No entanto, não é só no inglês que tem se observado um efeito facilitador da estrutura
morfológica no desenvolvimento da leitura. No francês, Colé, Marec-Breton, Royer e
Gombert (2003) investigaram o papel da consciência morfológica na leitura e encontraram
resultados semelhantes aos estudos de língua inglesa. Embora o francês seja uma língua
mais regular que o inglês ainda assim, em muitos casos, sobre tudo no caso das flexões, há
muita ambigüidade. È possível que em línguas com ortografias mais regulares como o
português ou o espanhol o mesmo fenômeno não ocorra.
Alguma evidência de que o processamento morfológico influencia a escrita no
português foi encontrada por Mota (1996). Em um estudo com crianças de segunda a quarta
série, a autora mostrou que a partir da segunda série as crianças são capazes de utilizar
regras gramaticais para decidir a grafia de palavras flexionadas. Em um outro estudo, Mota
& cols. (2000) mostraram que adolescentes com baixa escolaridade demonstravam a
capacidade de processar os morfemas das palavras. Mota & cols (2002) também
observaram que as crianças de primeira série com os melhores escores nos testes de
Consciência Morfológica eram as crianças que escreviam melhor pseudo-palavras com
ortografia ambígua (ex., “muge”-“mugidor”).
Um problema metodológico que vem sendo levantado quando se estuda Consciência
Morfológica é até que ponto a consciência morfológica contribui de forma independente da
consciência fonológica para aquisição da leitura. Palavras morfologicamente semelhantes
são também fonologicamente semelhantes e, portanto, é possível que a contribuição
23
encontrada em estudos como de Carlisle (2000), que não controlou para o efeito da
Consciência Fonológica, seja parte de uma habilidade metalinguística geral e não específica.

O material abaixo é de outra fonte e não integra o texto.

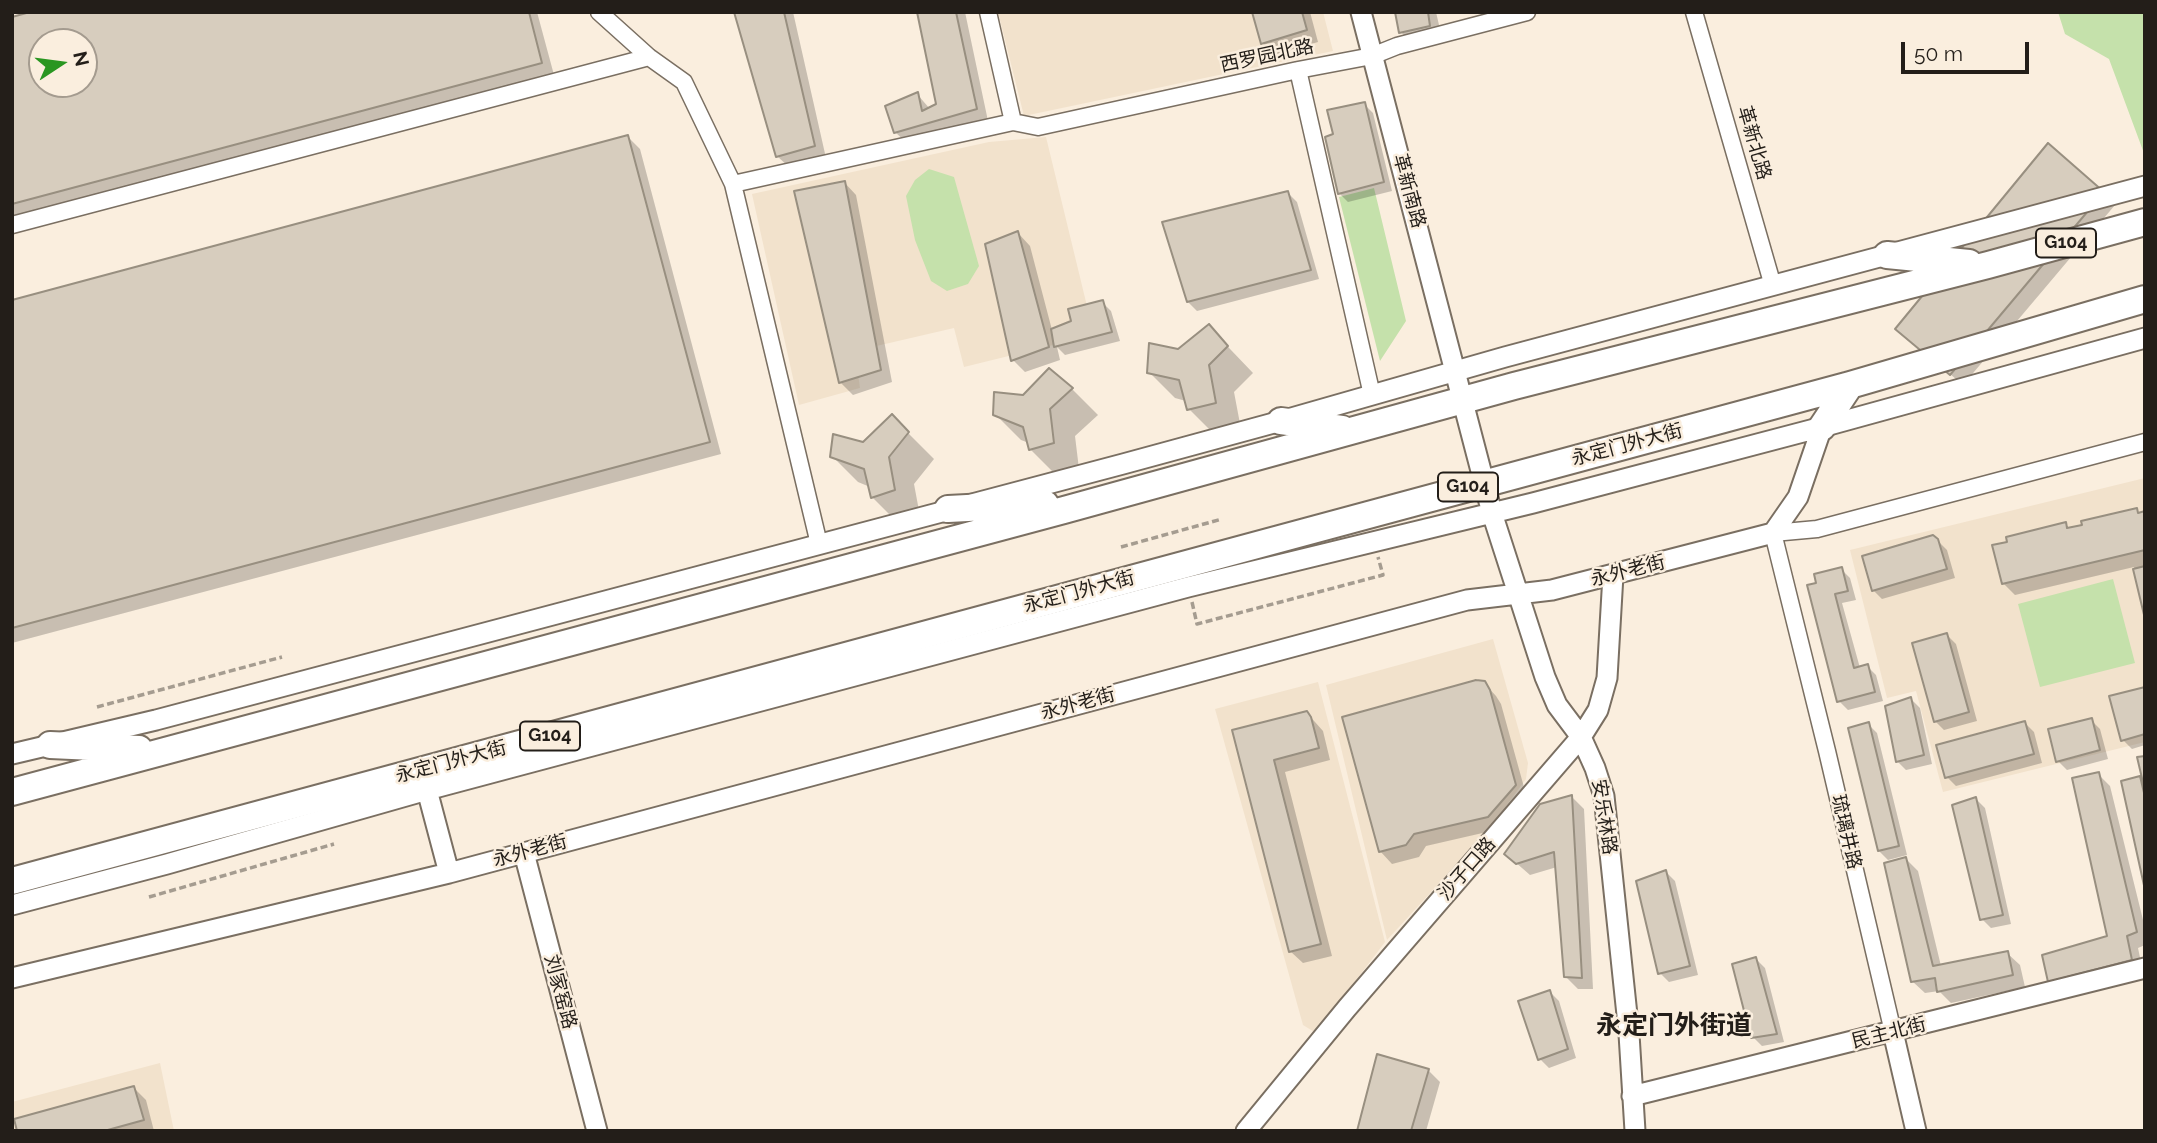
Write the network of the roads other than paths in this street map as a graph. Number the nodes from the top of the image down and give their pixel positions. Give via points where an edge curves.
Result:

Para investigar se a Consciência Morfológica contribui para a leitura
independentemente da Consciência Fonológica, Deacon & Kirby (2004) realizaram um
estudo longitudinal que durou quatro anos. Os autores investigando a morfologia flexional
mostraram que a Consciência Morfológica contribui para os escores de leitura em todas as
tarefas apresentadas (leitura de palavras simples, pseudo-palavras e compreensão da
leitura) independente da contribuição da Consciência Fonológica. Resultados semelhantes
foram encontrados por Naggy, Abbot & Berninger (2006).
Em conclusão, como no caso a consciência sintática mais estudos precisam ser
realizados para investigar a relação da consciência morfológica e a leitura e escrita no
português. Sendo o português uma língua com correspondências letra e som transparentes
é de fundamental importância que essa relação seja estudada independentemente da
contribuição a consciência fonológica.